**Exercise prompt:**
The expected output is each line in the data below that includes the string "Brasília".

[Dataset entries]
-- Opening Marker --

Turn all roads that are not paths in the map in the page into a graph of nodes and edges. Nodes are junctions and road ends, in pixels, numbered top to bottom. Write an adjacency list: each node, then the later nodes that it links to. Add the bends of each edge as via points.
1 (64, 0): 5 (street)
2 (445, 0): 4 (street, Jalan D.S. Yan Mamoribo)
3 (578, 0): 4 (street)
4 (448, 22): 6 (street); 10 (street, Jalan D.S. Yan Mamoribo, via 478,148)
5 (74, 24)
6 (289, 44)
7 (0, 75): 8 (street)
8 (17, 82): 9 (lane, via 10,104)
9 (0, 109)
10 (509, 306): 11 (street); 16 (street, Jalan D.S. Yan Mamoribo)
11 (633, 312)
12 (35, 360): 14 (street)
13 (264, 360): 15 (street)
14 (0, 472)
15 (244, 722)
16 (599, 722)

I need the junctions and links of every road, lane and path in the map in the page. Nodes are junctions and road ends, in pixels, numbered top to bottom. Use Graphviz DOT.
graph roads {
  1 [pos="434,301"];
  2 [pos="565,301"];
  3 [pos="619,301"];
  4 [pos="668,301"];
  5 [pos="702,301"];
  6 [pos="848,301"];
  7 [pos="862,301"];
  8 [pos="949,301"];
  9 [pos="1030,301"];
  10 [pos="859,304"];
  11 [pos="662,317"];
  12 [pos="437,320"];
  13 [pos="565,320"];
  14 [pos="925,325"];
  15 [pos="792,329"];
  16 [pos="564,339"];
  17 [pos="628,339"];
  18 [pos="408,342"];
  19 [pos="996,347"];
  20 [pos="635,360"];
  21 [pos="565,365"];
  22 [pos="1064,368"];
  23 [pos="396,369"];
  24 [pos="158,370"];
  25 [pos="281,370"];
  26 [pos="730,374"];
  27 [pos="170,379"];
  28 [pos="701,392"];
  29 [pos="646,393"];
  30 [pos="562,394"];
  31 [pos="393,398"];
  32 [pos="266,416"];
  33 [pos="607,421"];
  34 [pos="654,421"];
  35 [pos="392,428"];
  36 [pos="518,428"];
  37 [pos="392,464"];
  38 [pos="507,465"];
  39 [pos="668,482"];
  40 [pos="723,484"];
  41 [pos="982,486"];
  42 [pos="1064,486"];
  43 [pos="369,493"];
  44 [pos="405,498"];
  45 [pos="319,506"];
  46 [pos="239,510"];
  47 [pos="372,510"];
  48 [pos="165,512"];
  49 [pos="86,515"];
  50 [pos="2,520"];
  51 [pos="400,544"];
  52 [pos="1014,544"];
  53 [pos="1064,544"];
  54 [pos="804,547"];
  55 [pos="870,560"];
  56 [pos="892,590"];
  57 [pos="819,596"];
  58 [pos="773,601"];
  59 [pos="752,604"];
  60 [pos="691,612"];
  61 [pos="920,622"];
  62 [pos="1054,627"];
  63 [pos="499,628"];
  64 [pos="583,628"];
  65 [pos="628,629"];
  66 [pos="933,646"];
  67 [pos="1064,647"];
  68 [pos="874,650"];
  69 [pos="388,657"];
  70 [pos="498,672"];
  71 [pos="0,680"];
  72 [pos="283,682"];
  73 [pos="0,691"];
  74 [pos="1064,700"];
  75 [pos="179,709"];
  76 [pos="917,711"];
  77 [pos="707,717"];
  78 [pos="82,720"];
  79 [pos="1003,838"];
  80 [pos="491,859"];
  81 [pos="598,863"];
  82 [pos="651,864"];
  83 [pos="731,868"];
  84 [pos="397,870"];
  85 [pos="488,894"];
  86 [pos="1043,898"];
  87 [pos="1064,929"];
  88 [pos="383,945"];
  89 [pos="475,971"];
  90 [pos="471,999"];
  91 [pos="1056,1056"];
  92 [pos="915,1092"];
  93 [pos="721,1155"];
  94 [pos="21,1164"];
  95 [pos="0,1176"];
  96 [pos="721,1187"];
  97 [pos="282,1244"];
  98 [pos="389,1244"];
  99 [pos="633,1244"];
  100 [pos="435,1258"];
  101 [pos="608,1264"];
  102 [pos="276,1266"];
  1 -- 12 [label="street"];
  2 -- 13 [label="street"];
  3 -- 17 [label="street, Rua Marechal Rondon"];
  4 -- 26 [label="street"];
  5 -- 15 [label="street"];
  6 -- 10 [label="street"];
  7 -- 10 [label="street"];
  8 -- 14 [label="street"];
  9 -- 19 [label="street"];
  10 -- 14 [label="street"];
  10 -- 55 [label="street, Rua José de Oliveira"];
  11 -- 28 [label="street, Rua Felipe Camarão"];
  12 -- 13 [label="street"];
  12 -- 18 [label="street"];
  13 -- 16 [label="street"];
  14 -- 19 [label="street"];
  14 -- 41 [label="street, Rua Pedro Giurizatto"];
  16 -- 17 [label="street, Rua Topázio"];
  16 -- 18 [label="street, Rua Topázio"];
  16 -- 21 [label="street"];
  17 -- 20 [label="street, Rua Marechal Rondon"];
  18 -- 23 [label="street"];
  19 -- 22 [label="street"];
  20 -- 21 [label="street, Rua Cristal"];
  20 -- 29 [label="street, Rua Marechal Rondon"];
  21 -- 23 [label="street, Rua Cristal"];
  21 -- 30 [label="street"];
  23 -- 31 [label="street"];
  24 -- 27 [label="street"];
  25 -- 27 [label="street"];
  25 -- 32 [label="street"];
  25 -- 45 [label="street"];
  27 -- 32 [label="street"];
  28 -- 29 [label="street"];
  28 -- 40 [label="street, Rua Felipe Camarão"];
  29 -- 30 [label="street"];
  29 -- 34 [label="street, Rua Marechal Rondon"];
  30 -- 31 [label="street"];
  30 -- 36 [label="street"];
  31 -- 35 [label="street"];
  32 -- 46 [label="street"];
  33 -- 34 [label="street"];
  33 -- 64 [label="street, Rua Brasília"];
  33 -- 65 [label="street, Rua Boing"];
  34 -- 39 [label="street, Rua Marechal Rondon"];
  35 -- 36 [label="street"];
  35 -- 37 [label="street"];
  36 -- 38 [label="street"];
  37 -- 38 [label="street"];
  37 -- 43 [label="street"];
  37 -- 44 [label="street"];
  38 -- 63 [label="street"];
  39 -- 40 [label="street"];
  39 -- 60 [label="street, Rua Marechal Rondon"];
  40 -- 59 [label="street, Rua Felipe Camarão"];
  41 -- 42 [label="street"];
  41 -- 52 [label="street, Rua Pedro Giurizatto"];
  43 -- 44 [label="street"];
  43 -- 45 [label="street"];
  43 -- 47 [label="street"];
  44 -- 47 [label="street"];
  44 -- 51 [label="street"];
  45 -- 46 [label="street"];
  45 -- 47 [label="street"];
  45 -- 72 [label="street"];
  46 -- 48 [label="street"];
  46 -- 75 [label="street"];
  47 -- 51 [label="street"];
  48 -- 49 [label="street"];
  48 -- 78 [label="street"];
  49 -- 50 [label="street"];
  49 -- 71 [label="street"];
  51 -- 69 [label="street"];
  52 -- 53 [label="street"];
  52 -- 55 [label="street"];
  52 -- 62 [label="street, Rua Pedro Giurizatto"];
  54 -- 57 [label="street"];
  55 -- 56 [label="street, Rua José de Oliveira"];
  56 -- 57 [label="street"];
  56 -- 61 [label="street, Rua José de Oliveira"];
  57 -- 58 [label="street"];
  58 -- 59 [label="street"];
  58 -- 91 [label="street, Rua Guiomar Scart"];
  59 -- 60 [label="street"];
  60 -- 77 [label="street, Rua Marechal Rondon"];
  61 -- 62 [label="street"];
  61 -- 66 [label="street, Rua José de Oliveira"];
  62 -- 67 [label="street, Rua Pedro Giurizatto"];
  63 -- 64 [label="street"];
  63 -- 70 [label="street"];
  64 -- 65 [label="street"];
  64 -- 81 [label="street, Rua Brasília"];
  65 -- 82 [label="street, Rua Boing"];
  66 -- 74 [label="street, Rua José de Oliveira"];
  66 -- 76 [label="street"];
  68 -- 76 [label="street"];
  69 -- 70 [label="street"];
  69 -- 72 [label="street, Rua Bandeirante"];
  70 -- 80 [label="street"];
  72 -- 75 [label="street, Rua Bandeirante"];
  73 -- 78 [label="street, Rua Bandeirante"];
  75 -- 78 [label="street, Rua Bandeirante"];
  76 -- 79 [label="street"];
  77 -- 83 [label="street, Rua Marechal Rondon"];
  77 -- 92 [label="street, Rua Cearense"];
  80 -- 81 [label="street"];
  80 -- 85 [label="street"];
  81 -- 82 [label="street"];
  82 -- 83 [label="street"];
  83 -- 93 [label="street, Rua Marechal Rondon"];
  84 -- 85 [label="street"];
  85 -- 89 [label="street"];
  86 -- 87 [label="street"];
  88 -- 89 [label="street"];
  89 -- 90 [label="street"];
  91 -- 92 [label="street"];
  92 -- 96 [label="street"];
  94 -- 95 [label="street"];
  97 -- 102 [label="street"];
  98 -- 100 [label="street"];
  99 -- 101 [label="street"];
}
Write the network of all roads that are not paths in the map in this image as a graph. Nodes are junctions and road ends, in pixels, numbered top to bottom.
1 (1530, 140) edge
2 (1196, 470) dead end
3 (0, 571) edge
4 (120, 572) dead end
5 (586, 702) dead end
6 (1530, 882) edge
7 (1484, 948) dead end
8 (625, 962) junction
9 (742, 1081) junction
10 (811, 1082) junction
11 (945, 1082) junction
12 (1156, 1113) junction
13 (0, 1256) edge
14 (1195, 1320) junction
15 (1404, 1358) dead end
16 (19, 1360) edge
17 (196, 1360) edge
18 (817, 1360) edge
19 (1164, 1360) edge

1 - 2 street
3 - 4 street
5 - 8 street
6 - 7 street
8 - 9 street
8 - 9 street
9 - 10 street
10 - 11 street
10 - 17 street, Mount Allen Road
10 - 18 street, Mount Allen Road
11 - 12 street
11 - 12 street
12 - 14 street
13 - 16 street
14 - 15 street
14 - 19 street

-- Closing Marker --

**Answer for this exercise:**
  33 -- 64 [label="street, Rua Brasília"];
  64 -- 81 [label="street, Rua Brasília"];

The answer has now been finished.